Contrast agents
Generating targeting agents for diagnostics, prognostics and radiotherapy, by designing biochemically specific elements in contrast agents to be the targeting molecules attached to and carrying diagnostic or radiotherapeutic molecules to abnormal cells.
Molecular medicine is arriving as a blizzard of new genes and their proteins. (Each gene instructs a cell to produce or ‘express’ a protein. Abnormal cells are those whose genes are over or under-expressing a protein, or expressing an abnormal protein. The sheer number of newly discovered genes and proteins will almost guarantee an ever more detailed understanding of human biology and disease, and lead to many new drug molecules that interact with the new entities, and increasingly interact specifically with only abnormally operating cells. In most cases there will be multiple new drugs that work specifically on smaller subsets of diseased individuals.
Wherever regionally defined biochemical information is useful, there will be fertile ground for new imaging agents, for it is regionally sorted information, obtained non-invasively, that is the strength of in vivo medical imaging. Imaging pharmaceuticals of the future will yield regional protein expression - regional proteomics. Nuclear medicine (NM) already has proven ability to image regional protein expression, for example, using Positron Emission Tomography (PET) to find highly metabolic metastases in many cancers. ‘Targeted biochemical imaging’ will also be crucial to predicting the outcome of biochemically specific therapeutic interventions.
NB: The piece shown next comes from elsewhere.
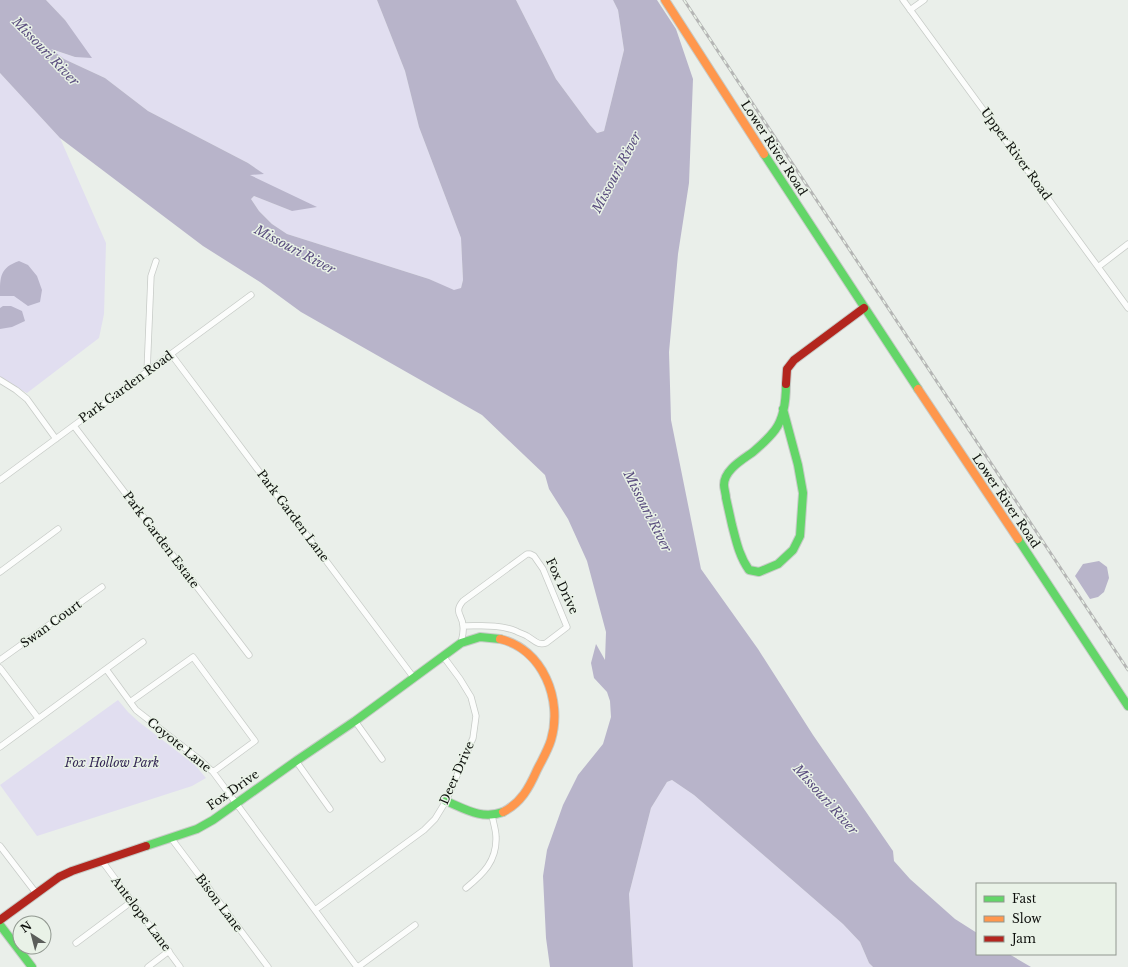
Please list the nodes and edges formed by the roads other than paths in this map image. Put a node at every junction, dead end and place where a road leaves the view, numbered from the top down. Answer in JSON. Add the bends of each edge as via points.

While diagnostics - finding a disease - will be greatly assisted by highly anatomical imaging modalities like MRI and X-ray CT, characterizing the disease through protein expression imaging will require extreme sensitivity, currently available with NM. Prognostics, rather than diagnostics, is a broader term for the future role of NM.
Ultrasound (US) can possibly cope with protein expression when the targets of the US imaging agent are accessible to the contrast agents, and there is a long-term possibility even for MRI agents. Current technology in these latter imaging modality’s agents restricts agents to large sizes and therefore to targets expressed inside blood vessels. NM agents can be made very small, to pass through blood vessel walls and they can then access abnormal cells other than those contacting the blood - and most abnormal cells are of that type.
Bracco Research USA Inc, focuses on generation of targeting agents for diagnostics, prognostics and radiotherapy, by designing and producing biochemically specific elements of NM, MRI and US contrast agents. These biochemical elements are the novel targeting molecules that are attached to and carry diagnostic or radiotherapeutic molecules to abnormal cells. For example, a radioactive targeting molecule ‘homes in’ by attaching specifically to the abnormal proteins expressed only by the abnormal cell, carrying the radioactive element with it.
Nuclear Medicine includes both diagnostics/prognostics and targeted radiotherapy. This latter technology is a new variant of the most common cancer radiotherapy - a radioactive beam directed at whole segments of the body. Targeted radiotherapy delivers the radiation more specifically to the target by combining a targeting molecule with a radioactive element that emits a killing radiation, and injecting this new molecule as a drug. The technology involved in both forms of NM, diagnosis/prognosis and radiotherapy, is intimately related.
Bracco has many years of experience in the necessary arts and sciences, numerous renowned experts and PhD level scientists, and has established critical collaborations with other companies to enhance its capabilities and opportunities in this area.